Saved data entries:
==========
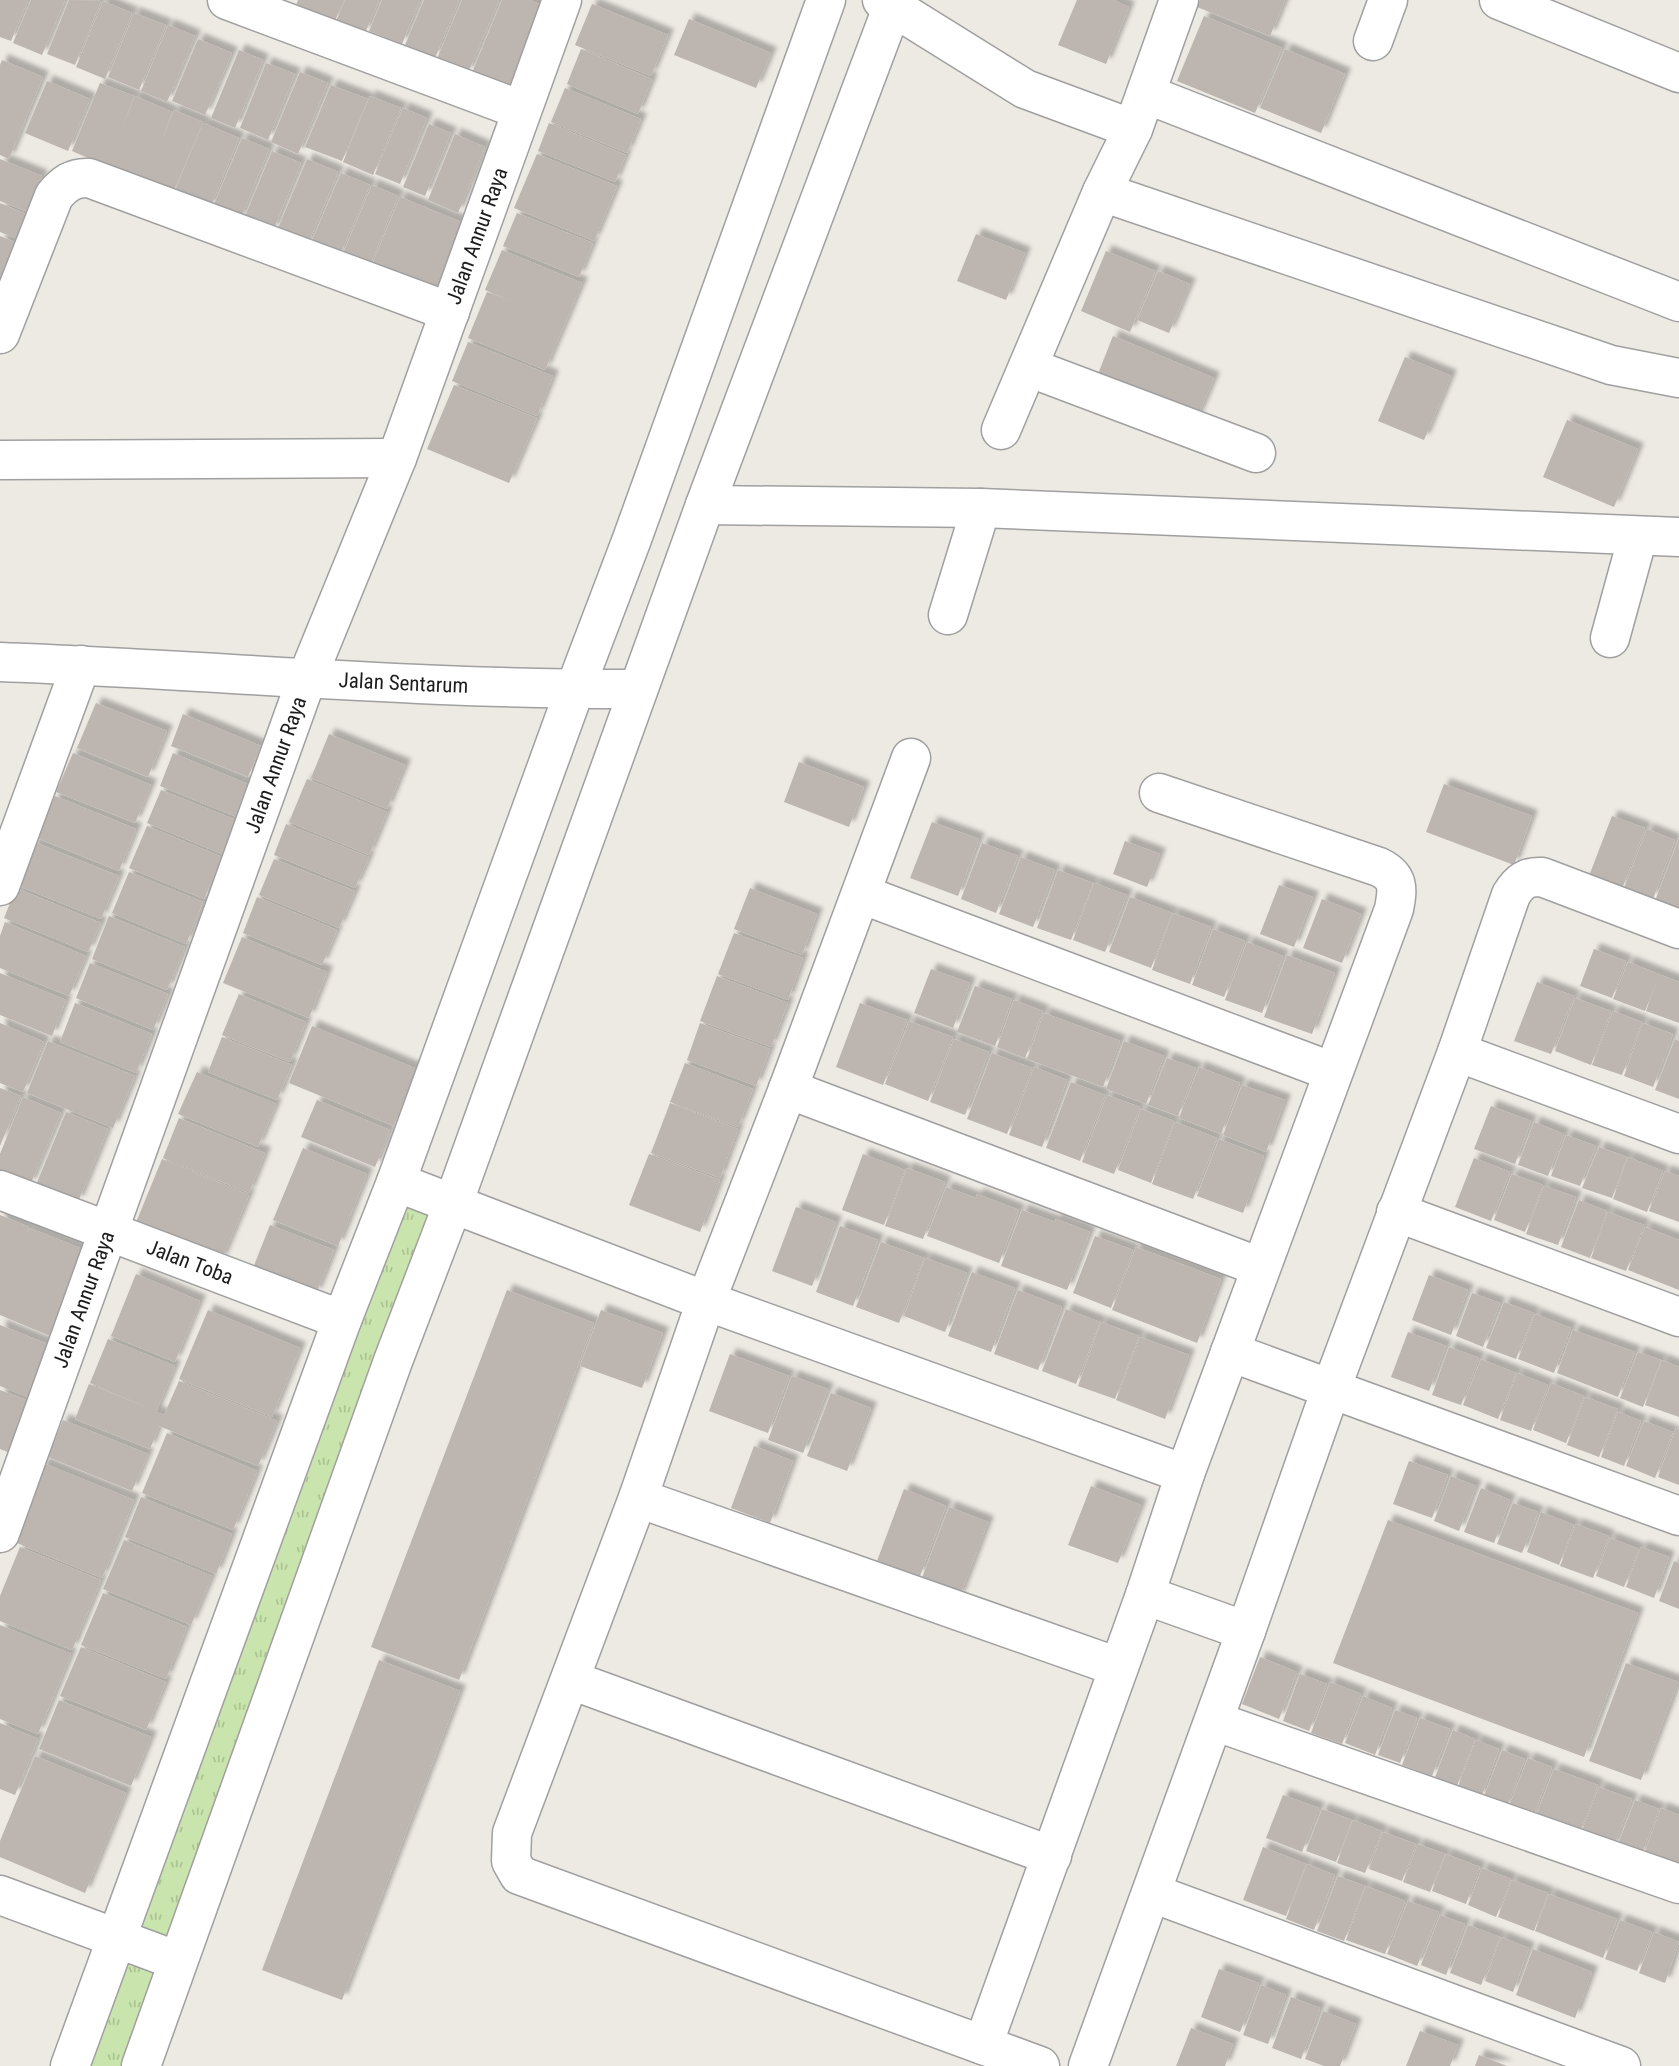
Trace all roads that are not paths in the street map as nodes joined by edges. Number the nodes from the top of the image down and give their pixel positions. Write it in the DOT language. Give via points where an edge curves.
graph roads {
  1 [pos="227,0"];
  2 [pos="562,0"];
  3 [pos="826,0"];
  4 [pos="1180,0"];
  5 [pos="1388,0"];
  6 [pos="1499,0"];
  7 [pos="890,2"];
  8 [pos="1373,41"];
  9 [pos="1679,73"];
  10 [pos="1146,94"];
  11 [pos="521,110"];
  12 [pos="1133,129"];
  13 [pos="1102,192"];
  14 [pos="1679,302"];
  15 [pos="450,312"];
  16 [pos="0,334"];
  17 [pos="1028,367"];
  18 [pos="1678,376"];
  19 [pos="1001,430"];
  20 [pos="1256,453"];
  21 [pos="397,458"];
  22 [pos="0,460"];
  23 [pos="705,505"];
  24 [pos="981,508"];
  25 [pos="1638,537"];
  26 [pos="1679,537"];
  27 [pos="948,615"];
  28 [pos="1610,638"];
  29 [pos="0,662"];
  30 [pos="81,665"];
  31 [pos="307,678"];
  32 [pos="575,689"];
  33 [pos="638,689"];
  34 [pos="911,758"];
  35 [pos="1159,793"];
  36 [pos="0,886"];
  37 [pos="861,894"];
  38 [pos="1679,929"];
  39 [pos="1457,1052"];
  40 [pos="1333,1072"];
  41 [pos="788,1089"];
  42 [pos="1679,1134"];
  43 [pos="396,1182"];
  44 [pos="0,1190"];
  45 [pos="453,1204"];
  46 [pos="1395,1212"];
  47 [pos="109,1230"];
  48 [pos="1260,1267"];
  49 [pos="706,1301"];
  50 [pos="1679,1317"];
  51 [pos="342,1320"];
  52 [pos="1230,1352"];
  53 [pos="1331,1389"];
  54 [pos="1185,1474"];
  55 [pos="638,1498"];
  56 [pos="1679,1516"];
  57 [pos="0,1534"];
  58 [pos="1145,1595"];
  59 [pos="1246,1631"];
  60 [pos="1118,1667"];
  61 [pos="571,1680"];
  62 [pos="1214,1721"];
  63 [pos="1052,1856"];
  64 [pos="1679,1884"];
  65 [pos="1152,1893"];
  66 [pos="0,1895"];
  67 [pos="116,1938"];
  68 [pos="178,1961"];
  69 [pos="983,2045"];
  70 [pos="70,2066"];
  71 [pos="141,2066"];
  72 [pos="1040,2066"];
  73 [pos="1088,2066"];
  74 [pos="1621,2066"];
  1 -- 11 [label="street"];
  2 -- 11 [label="street, Jalan Annur Raya"];
  3 -- 32 [label="street"];
  4 -- 10 [label="street"];
  5 -- 8 [label="street"];
  6 -- 9 [label="street"];
  7 -- 12 [label="street" via="1025,89"];
  7 -- 23 [label="street"];
  10 -- 12 [label="street"];
  10 -- 14 [label="street"];
  11 -- 15 [label="street, Jalan Annur Raya"];
  12 -- 13 [label="street"];
  13 -- 17 [label="street"];
  13 -- 18 [label="street" via="1611,365"];
  15 -- 16 [label="street" via="82,177 69,181 54,196"];
  15 -- 21 [label="street, Jalan Annur Raya"];
  17 -- 19 [label="street"];
  17 -- 20 [label="street"];
  21 -- 22 [label="street"];
  21 -- 31 [label="street, Jalan Annur Raya"];
  23 -- 24 [label="street"];
  23 -- 33 [label="street"];
  24 -- 25 [label="street"];
  24 -- 27 [label="street"];
  25 -- 26 [label="street"];
  25 -- 28 [label="street"];
  29 -- 30 [label="street, Jalan Sentarum"];
  30 -- 31 [label="street, Jalan Sentarum"];
  30 -- 36 [label="street"];
  31 -- 32 [label="street, Jalan Sentarum"];
  31 -- 47 [label="street, Jalan Annur Raya"];
  32 -- 33 [label="street, Jalan Sentarum"];
  32 -- 43 [label="street"];
  33 -- 45 [label="street"];
  34 -- 37 [label="street"];
  35 -- 40 [label="street" via="1379,867 1395,880 1394,909"];
  37 -- 40 [label="street"];
  37 -- 41 [label="street"];
  38 -- 39 [label="street" via="1542,877 1524,880 1511,895"];
  39 -- 42 [label="street"];
  39 -- 46 [label="street"];
  40 -- 48 [label="street"];
  41 -- 48 [label="street"];
  41 -- 49 [label="street"];
  43 -- 45 [label="street"];
  43 -- 51 [label="street"];
  44 -- 47 [label="street, Jalan Toba"];
  45 -- 49 [label="street"];
  45 -- 68 [label="street"];
  46 -- 50 [label="street"];
  46 -- 53 [label="street"];
  47 -- 51 [label="street, Jalan Toba"];
  47 -- 57 [label="street, Jalan Annur Raya"];
  48 -- 52 [label="street"];
  49 -- 54 [label="street"];
  49 -- 55 [label="street"];
  51 -- 67 [label="street"];
  52 -- 53 [label="street"];
  52 -- 54 [label="street"];
  53 -- 56 [label="street"];
  53 -- 59 [label="street"];
  54 -- 58 [label="street"];
  55 -- 60 [label="street"];
  55 -- 61 [label="street"];
  58 -- 59 [label="street"];
  58 -- 60 [label="street"];
  59 -- 62 [label="street"];
  60 -- 63 [label="street"];
  61 -- 63 [label="street"];
  61 -- 69 [label="street" via="512,1833 511,1861 519,1875"];
  62 -- 64 [label="street"];
  62 -- 65 [label="street"];
  63 -- 69 [label="street"];
  65 -- 73 [label="street"];
  65 -- 74 [label="street"];
  66 -- 67 [label="street"];
  67 -- 68 [label="street"];
  67 -- 70 [label="street"];
  68 -- 71 [label="street"];
  69 -- 72 [label="street"];
}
==========
*Directions*: What you output must match the data exactly, apart from the pictures, which are left out.

*Output of the exercise*:
Trace all roads that are not paths in the street map as nodes joined by edges. Number the nodes from the top of the image down and give their pixel positions. Write it in the DOT language. Give via points where an edge curves.
graph roads {
  1 [pos="227,0"];
  2 [pos="562,0"];
  3 [pos="826,0"];
  4 [pos="1180,0"];
  5 [pos="1388,0"];
  6 [pos="1499,0"];
  7 [pos="890,2"];
  8 [pos="1373,41"];
  9 [pos="1679,73"];
  10 [pos="1146,94"];
  11 [pos="521,110"];
  12 [pos="1133,129"];
  13 [pos="1102,192"];
  14 [pos="1679,302"];
  15 [pos="450,312"];
  16 [pos="0,334"];
  17 [pos="1028,367"];
  18 [pos="1678,376"];
  19 [pos="1001,430"];
  20 [pos="1256,453"];
  21 [pos="397,458"];
  22 [pos="0,460"];
  23 [pos="705,505"];
  24 [pos="981,508"];
  25 [pos="1638,537"];
  26 [pos="1679,537"];
  27 [pos="948,615"];
  28 [pos="1610,638"];
  29 [pos="0,662"];
  30 [pos="81,665"];
  31 [pos="307,678"];
  32 [pos="575,689"];
  33 [pos="638,689"];
  34 [pos="911,758"];
  35 [pos="1159,793"];
  36 [pos="0,886"];
  37 [pos="861,894"];
  38 [pos="1679,929"];
  39 [pos="1457,1052"];
  40 [pos="1333,1072"];
  41 [pos="788,1089"];
  42 [pos="1679,1134"];
  43 [pos="396,1182"];
  44 [pos="0,1190"];
  45 [pos="453,1204"];
  46 [pos="1395,1212"];
  47 [pos="109,1230"];
  48 [pos="1260,1267"];
  49 [pos="706,1301"];
  50 [pos="1679,1317"];
  51 [pos="342,1320"];
  52 [pos="1230,1352"];
  53 [pos="1331,1389"];
  54 [pos="1185,1474"];
  55 [pos="638,1498"];
  56 [pos="1679,1516"];
  57 [pos="0,1534"];
  58 [pos="1145,1595"];
  59 [pos="1246,1631"];
  60 [pos="1118,1667"];
  61 [pos="571,1680"];
  62 [pos="1214,1721"];
  63 [pos="1052,1856"];
  64 [pos="1679,1884"];
  65 [pos="1152,1893"];
  66 [pos="0,1895"];
  67 [pos="116,1938"];
  68 [pos="178,1961"];
  69 [pos="983,2045"];
  70 [pos="70,2066"];
  71 [pos="141,2066"];
  72 [pos="1040,2066"];
  73 [pos="1088,2066"];
  74 [pos="1621,2066"];
  1 -- 11 [label="street"];
  2 -- 11 [label="street, Jalan Annur Raya"];
  3 -- 32 [label="street"];
  4 -- 10 [label="street"];
  5 -- 8 [label="street"];
  6 -- 9 [label="street"];
  7 -- 12 [label="street" via="1025,89"];
  7 -- 23 [label="street"];
  10 -- 12 [label="street"];
  10 -- 14 [label="street"];
  11 -- 15 [label="street, Jalan Annur Raya"];
  12 -- 13 [label="street"];
  13 -- 17 [label="street"];
  13 -- 18 [label="street" via="1611,365"];
  15 -- 16 [label="street" via="82,177 69,181 54,196"];
  15 -- 21 [label="street, Jalan Annur Raya"];
  17 -- 19 [label="street"];
  17 -- 20 [label="street"];
  21 -- 22 [label="street"];
  21 -- 31 [label="street, Jalan Annur Raya"];
  23 -- 24 [label="street"];
  23 -- 33 [label="street"];
  24 -- 25 [label="street"];
  24 -- 27 [label="street"];
  25 -- 26 [label="street"];
  25 -- 28 [label="street"];
  29 -- 30 [label="street, Jalan Sentarum"];
  30 -- 31 [label="street, Jalan Sentarum"];
  30 -- 36 [label="street"];
  31 -- 32 [label="street, Jalan Sentarum"];
  31 -- 47 [label="street, Jalan Annur Raya"];
  32 -- 33 [label="street, Jalan Sentarum"];
  32 -- 43 [label="street"];
  33 -- 45 [label="street"];
  34 -- 37 [label="street"];
  35 -- 40 [label="street" via="1379,867 1395,880 1394,909"];
  37 -- 40 [label="street"];
  37 -- 41 [label="street"];
  38 -- 39 [label="street" via="1542,877 1524,880 1511,895"];
  39 -- 42 [label="street"];
  39 -- 46 [label="street"];
  40 -- 48 [label="street"];
  41 -- 48 [label="street"];
  41 -- 49 [label="street"];
  43 -- 45 [label="street"];
  43 -- 51 [label="street"];
  44 -- 47 [label="street, Jalan Toba"];
  45 -- 49 [label="street"];
  45 -- 68 [label="street"];
  46 -- 50 [label="street"];
  46 -- 53 [label="street"];
  47 -- 51 [label="street, Jalan Toba"];
  47 -- 57 [label="street, Jalan Annur Raya"];
  48 -- 52 [label="street"];
  49 -- 54 [label="street"];
  49 -- 55 [label="street"];
  51 -- 67 [label="street"];
  52 -- 53 [label="street"];
  52 -- 54 [label="street"];
  53 -- 56 [label="street"];
  53 -- 59 [label="street"];
  54 -- 58 [label="street"];
  55 -- 60 [label="street"];
  55 -- 61 [label="street"];
  58 -- 59 [label="street"];
  58 -- 60 [label="street"];
  59 -- 62 [label="street"];
  60 -- 63 [label="street"];
  61 -- 63 [label="street"];
  61 -- 69 [label="street" via="512,1833 511,1861 519,1875"];
  62 -- 64 [label="street"];
  62 -- 65 [label="street"];
  63 -- 69 [label="street"];
  65 -- 73 [label="street"];
  65 -- 74 [label="street"];
  66 -- 67 [label="street"];
  67 -- 68 [label="street"];
  67 -- 70 [label="street"];
  68 -- 71 [label="street"];
  69 -- 72 [label="street"];
}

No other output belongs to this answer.